Authors: Declan Lynch
It is also universally acknowledged that Behan’s work in the theatre was championed and largely shaped by Joan Littlewood, who was born in Stockwell, a part of London not unknown to Paddy
in the 1980s. The young Conor McPherson was similarly nurtured by the Bush Theatre in London and Martin McDonagh, lest we forget, is a Londoner by birth.
Behan himself, who kept a close watch on the Paddy in all of us, would have noted the ironies and paradoxes of his revolutionary roots, the fact that the men of 1916 included Pádraig
Pearse, whose father was from Birmingham and would not have qualified to play football for Ireland, and James Connolly who was Scottish and who could only have played for the Republic that he
envisioned under the parentage rule. When you add in exotics such as Roger Casement to the mixer, you can see that even in the defining narrative of Irish independence, Paddy couldn’t quite
make it on his own.
Dana herself is from Northern Ireland, which is another country. Jesus H. Christ, even Foster & Allen, who gave us a few anxious moments with those kilts they were sporting on
Top Of the
Pops
, were singing ‘A Bunch Of Thyme’, which is thought to be of English origin.
The search for the ‘true’ Irish goes on: Bob Geldof’s people are originally from Belgium; Sinead O’Connor’s great hit was written by a little guy from Minneapolis
called Prince Rogers Nelson; Phil Lynott, being black, would not exactly be viewed as the stereotypical Irishman and rightly so, as he was born in Birmingham and his father was from Brazil, but his
statue now stands in Harry Street, just off Grafton Street, where Glen Hansard of The Frames used to do his busking; Glen, who somehow won the Oscar for best song, when the no-budget Irish movie
Once
miraculously became an international hit. Which might seem like an extremely rare all-Irish success story until you remember that the song ‘Falling Slowly’ was co-written by
Hansard’s co-star in the film, Markéta Irglová, who is from the Czech Republic — a new stop there on the traditional route.

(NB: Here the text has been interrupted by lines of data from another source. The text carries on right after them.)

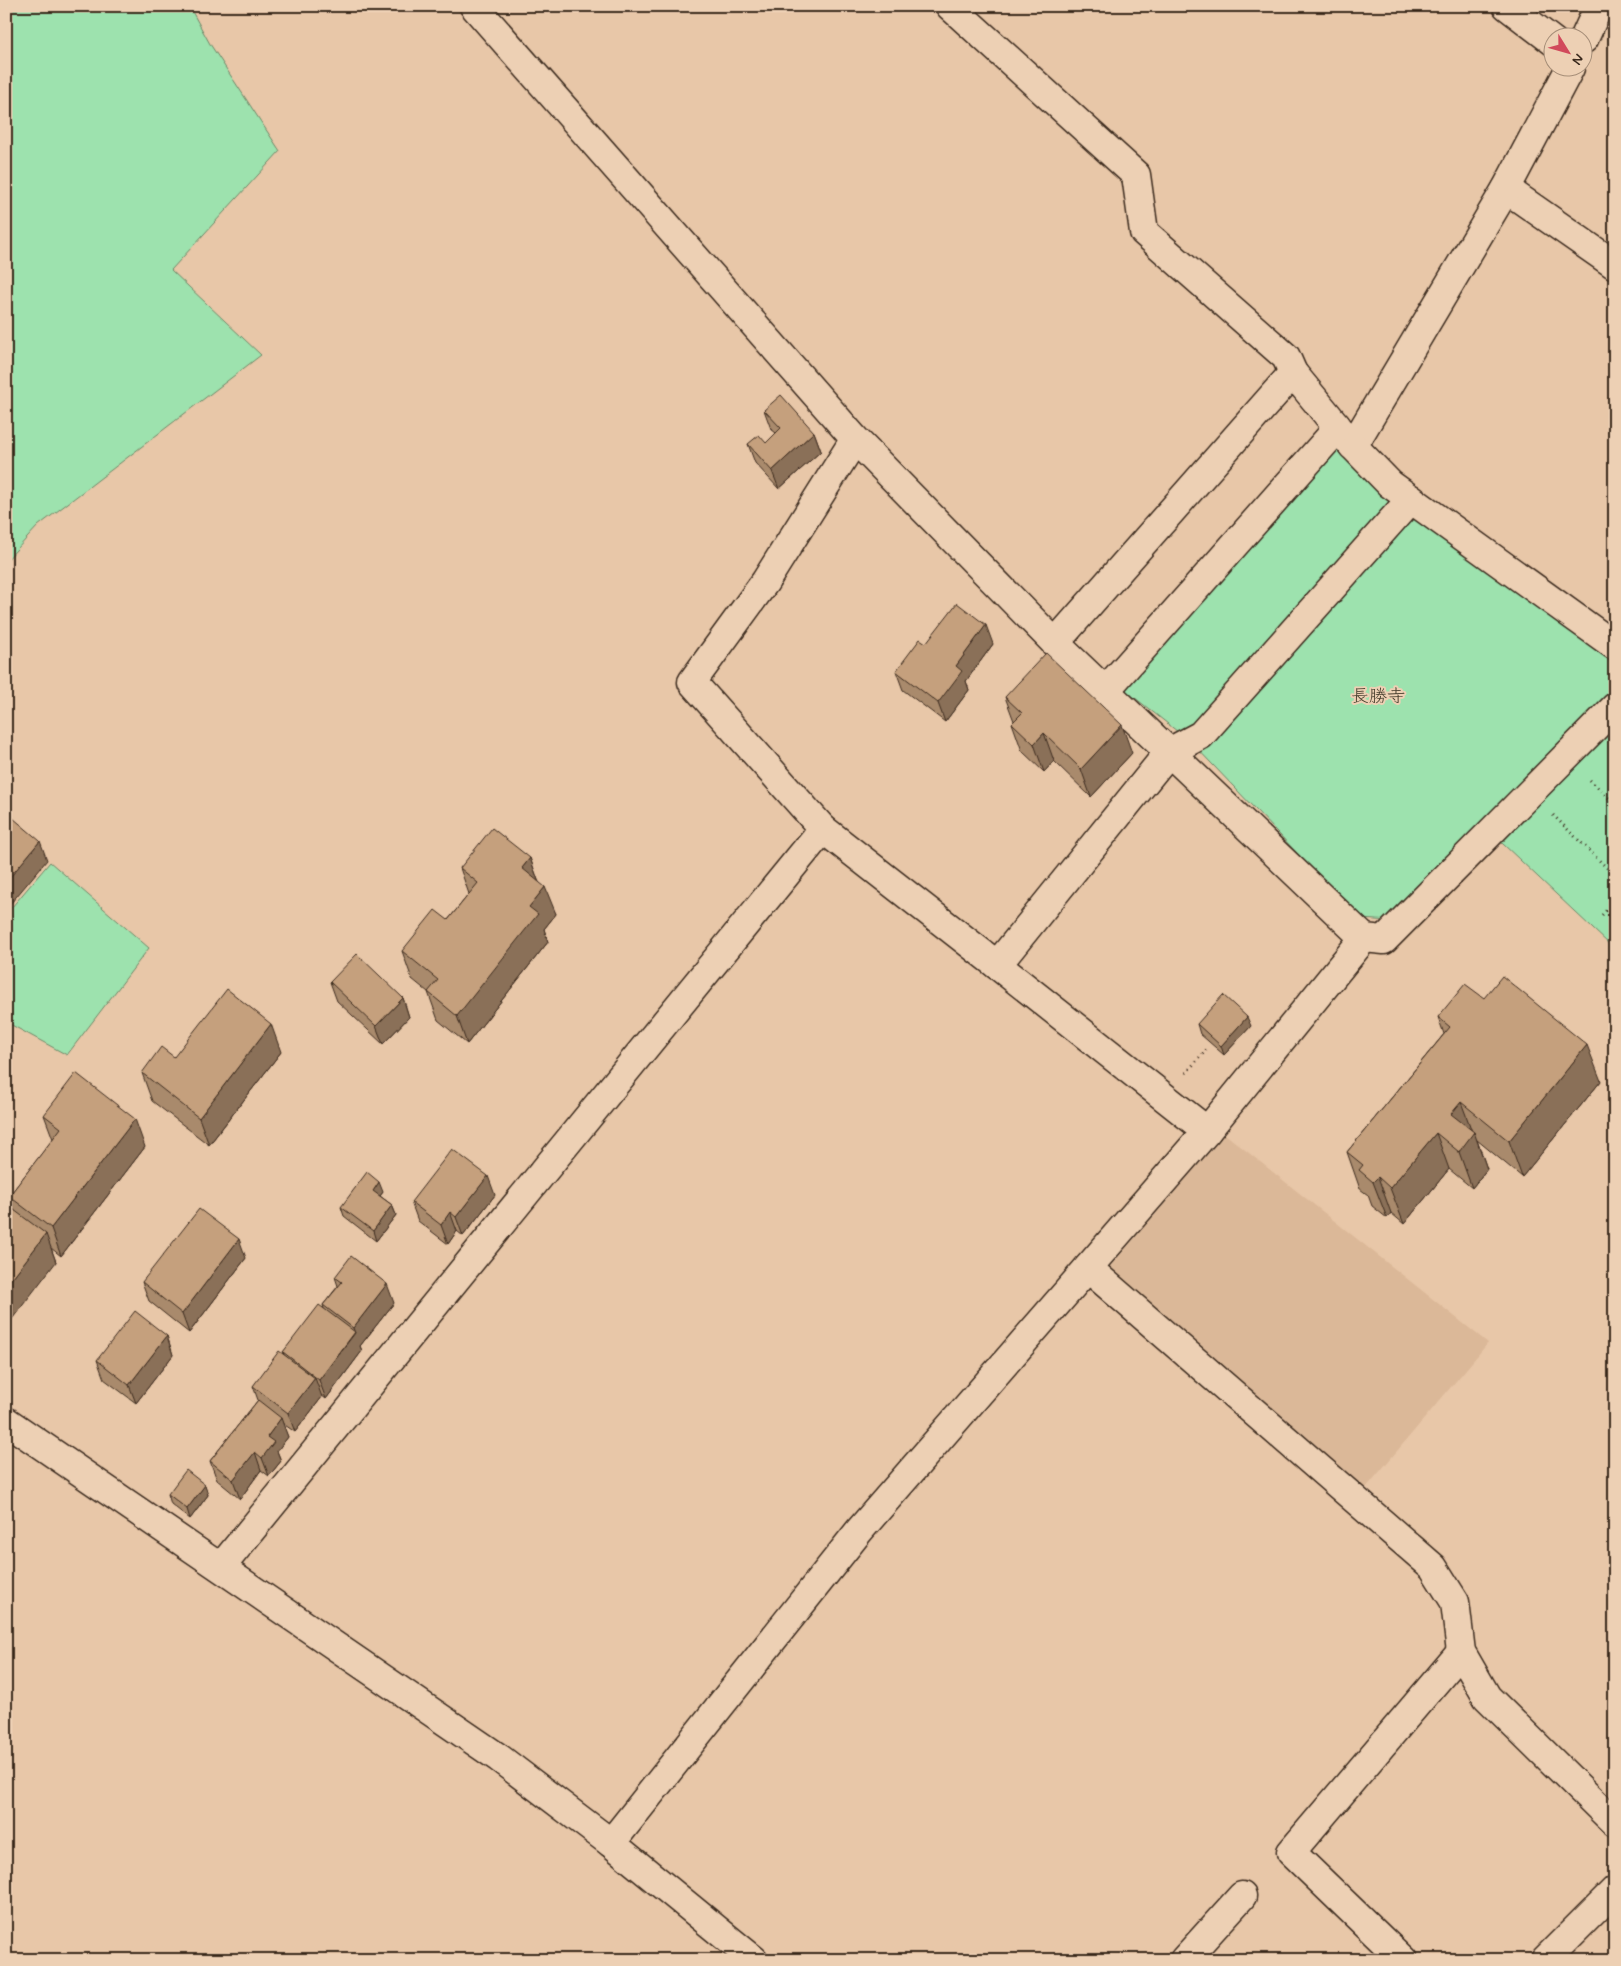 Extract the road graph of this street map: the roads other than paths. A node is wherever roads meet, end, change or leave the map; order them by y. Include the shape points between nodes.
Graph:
1 (474, 6) edge
2 (950, 6) edge
3 (1507, 6) edge
4 (1599, 6) edge
5 (1589, 28) edge
6 (1544, 34) edge
7 (1565, 78) edge
8 (1506, 189) junction
9 (1615, 265) edge
10 (1293, 373) junction
11 (1336, 425) junction
12 (856, 439) junction
13 (1353, 446) junction
14 (1411, 499) junction
15 (1055, 643) junction
16 (1615, 646) edge
17 (1106, 691) junction
18 (1615, 707) edge
19 (1169, 752) junction
20 (823, 829) junction
21 (1364, 938) junction
22 (997, 965) junction
23 (1207, 1131) junction
24 (1088, 1268) junction
25 (6, 1421) edge
26 (221, 1568) junction
27 (1461, 1652) junction
28 (1615, 1823) edge
29 (611, 1843) junction
30 (1615, 1890) edge
31 (1242, 1896) dead end
32 (754, 1960) edge
33 (1184, 1960) edge
34 (1403, 1960) edge
35 (1545, 1960) edge

1 - 12 street
2 - 10 street via 1136,175 1144,232 1286,358
3 - 6 street
4 - 5 street
7 - 8 street
8 - 9 street
8 - 13 street
10 - 11 street
10 - 15 street
11 - 13 street
11 - 17 street via 1330,438
12 - 15 street
12 - 20 street via 765,582 692,682
13 - 14 street via 1390,484
14 - 16 street
14 - 19 street via 1201,735
15 - 17 street
17 - 19 street
18 - 21 street via 1384,940
19 - 21 street
19 - 22 street
20 - 22 street
20 - 26 street
21 - 23 street
22 - 23 street
23 - 24 street
24 - 27 street via 1433,1567 1455,1602
24 - 29 street via 859,1531
25 - 26 street
26 - 29 street via 499,1758
27 - 28 street via 1487,1697
27 - 34 street via 1291,1852
29 - 32 street
30 - 35 street
31 - 33 street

No doubt I’m forgetting a few things here, but I don’t think I’m forgetting much — Seamus Heaney became very successful in the late 1980s but again we tend to forget that
Seamus is from Northern Ireland, which is part of the United Kingdom. He would have played his football not for the Republic, but for Norn Iron.
All of which leaves us with ... Enya. Yes, Enya is entirely Irish, every day, in every way. And so is her music. Except, now that I think of it, Enya’s recordings are essentially a
collaboration with her producers, Nicky Ryan and his wife Roma, who writes the lyrics. And Roma is from Belfast, which is in Northern Ireland, which again we must remind ourselves, is part of the
United Kingdom. So Enya doesn’t count either, in our quest to find something that is purely Irish and in no way English or American or Belgian or Brazilian but especially English — and
that is internationally successful. To which the ‘wags’ might respond that the Boys In Green themselves have no place in this discussion, because they never won anything, or came close
to winning anything.
But we will ignore that gibe, for the moment.

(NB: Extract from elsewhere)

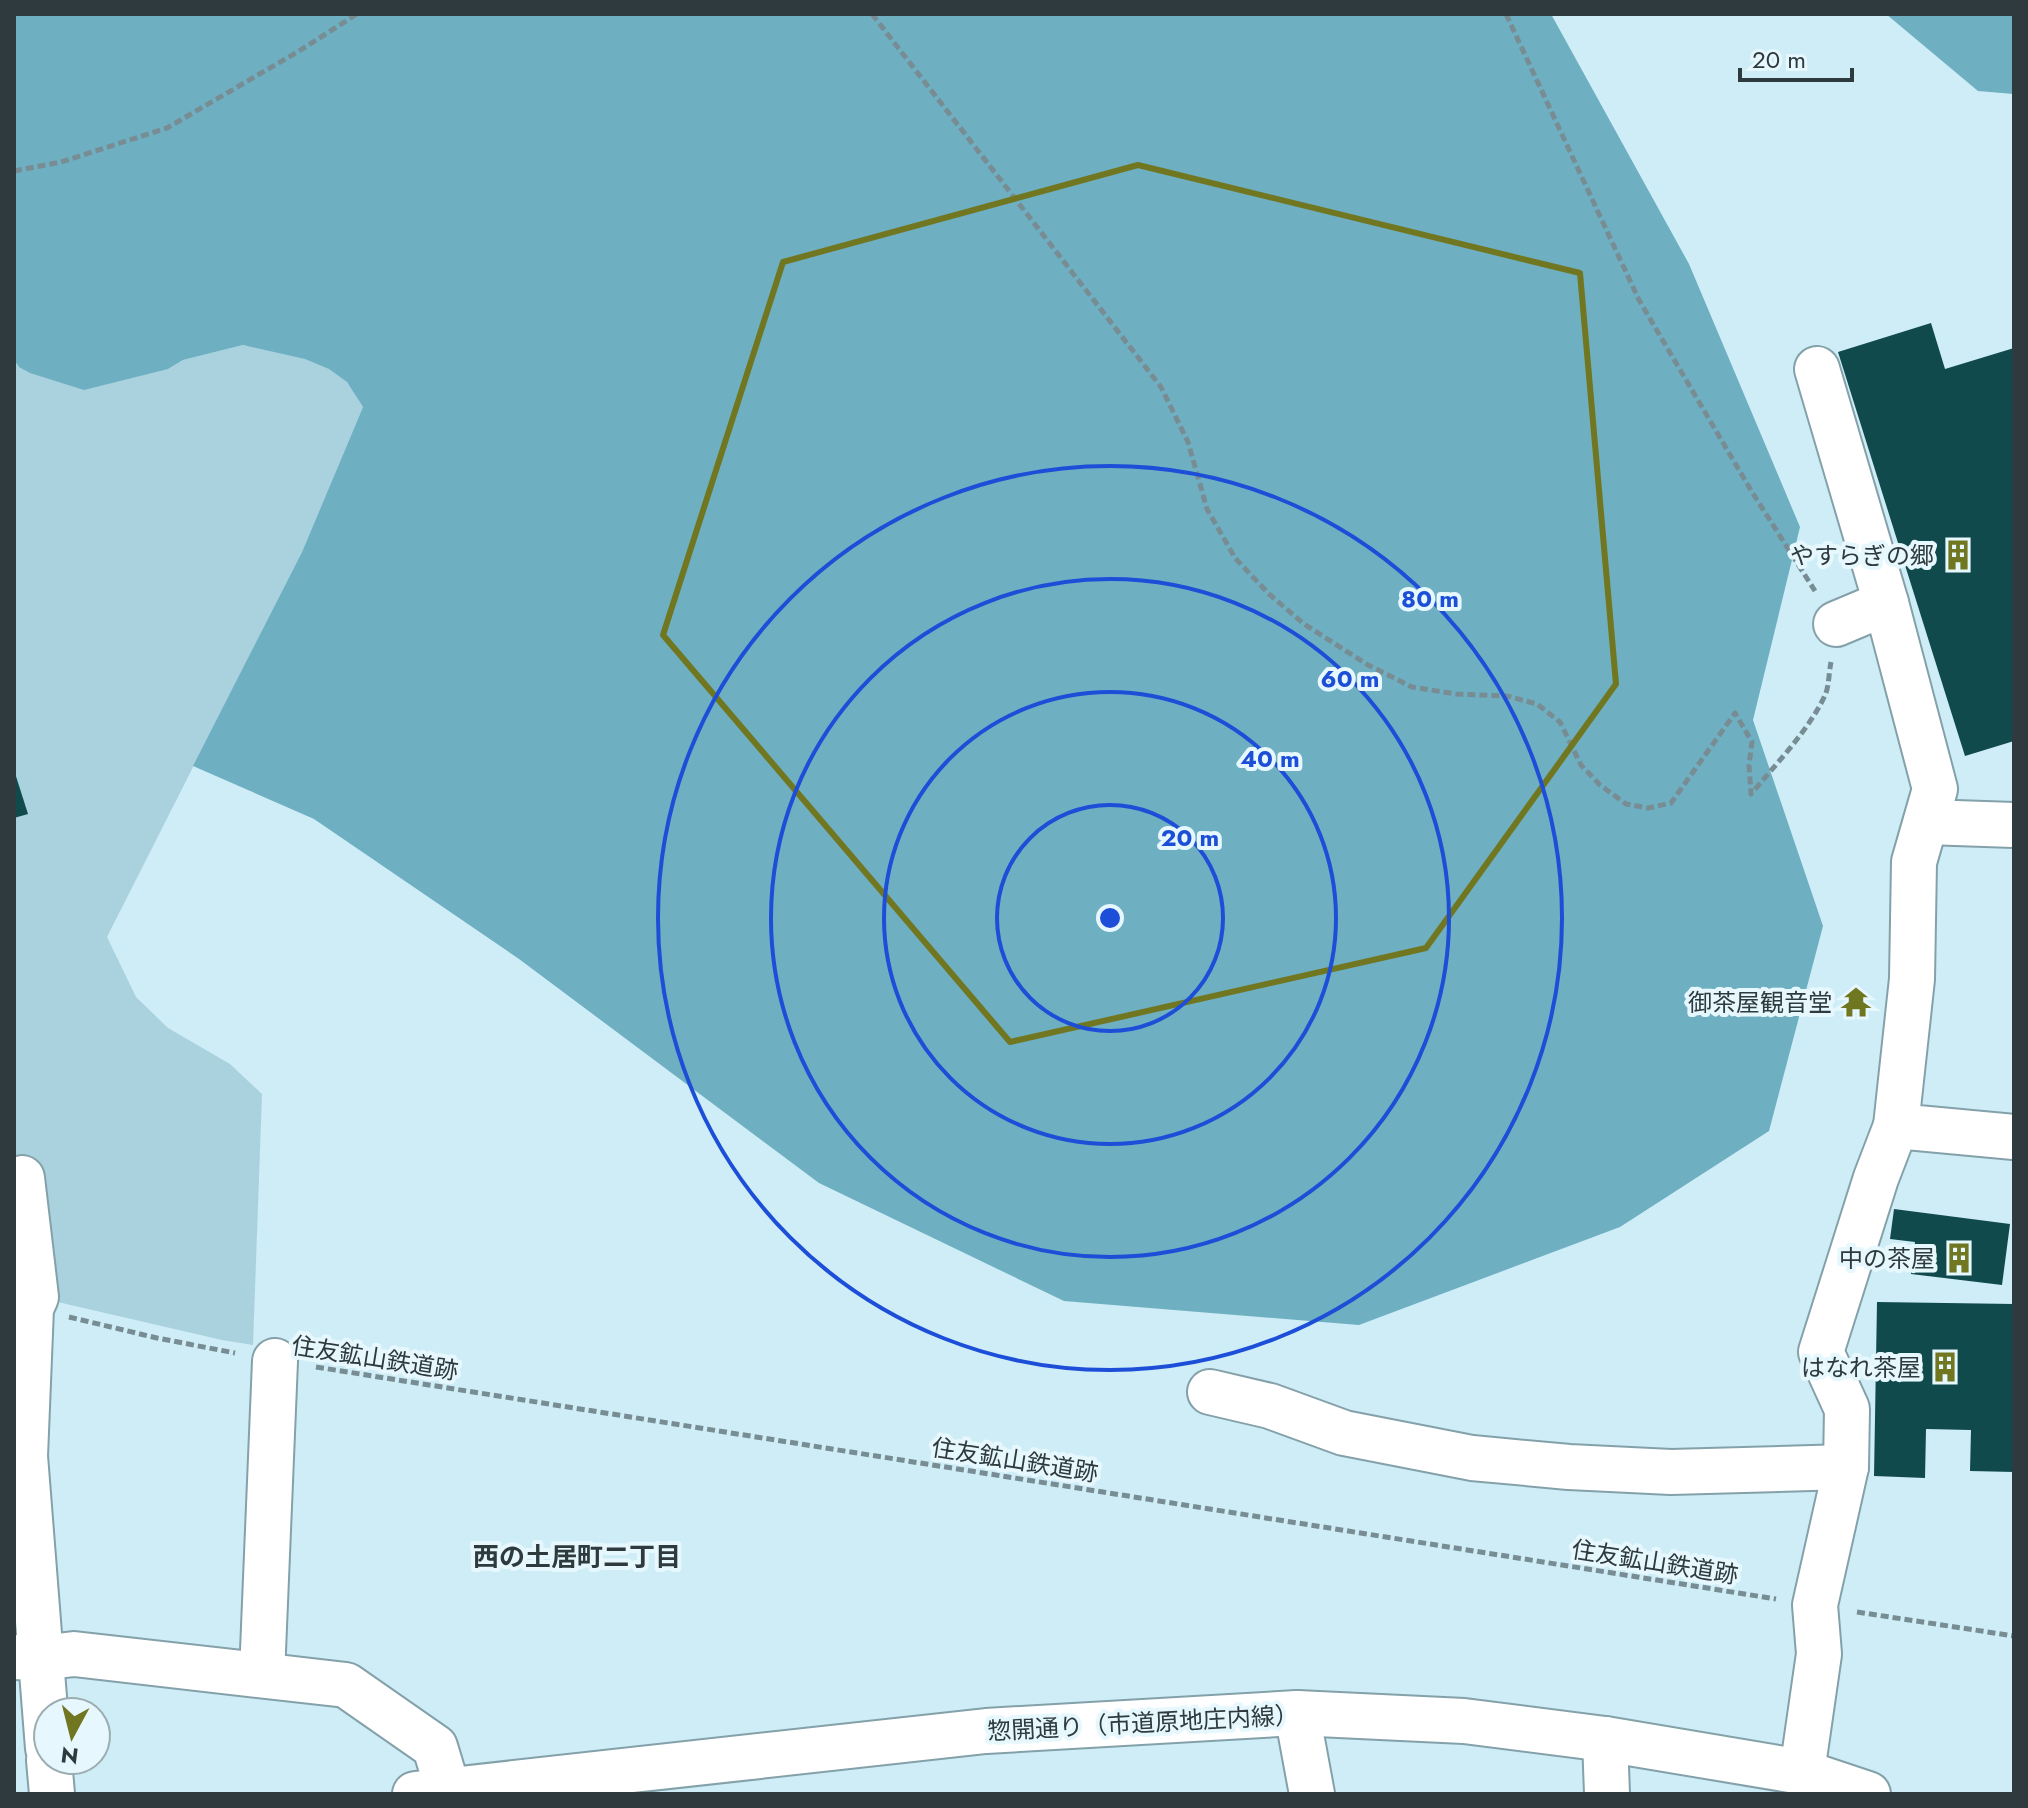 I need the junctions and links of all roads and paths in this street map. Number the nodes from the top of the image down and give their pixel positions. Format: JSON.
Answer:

In terms of a victory on the international stage that was down to Paddy and nobody but Paddy in the purest sense, that we could truly say was ours and ours alone, to the best of my recollection
there is ... the Eurovision Song Contest. In fact, there would eventually be seven Eurovisions. But wait ... There’s no way around this ...
Johnny Logan was born in Australia.
T
he breakthrough, I believe, was against Spain. As we look back on those years, we tend to see it all as one extended breakthrough. But there were
breakthroughs within the greater breakthrough. And the greatest of these was at Lansdowne Road against Spain on 26 April 1989, in the qualifying campaign for Italia 90. It was a game against a
great football nation that we absolutely had to win and that we actually won — it had never happened before in the Charlton era (we didn’t absolutely have to beat England in Stuttgart)
and it would never happen again (Romania is not a great football nation and while we would beat them on penalties in the last 16 of Italia 90, the match itself was a scoreless draw).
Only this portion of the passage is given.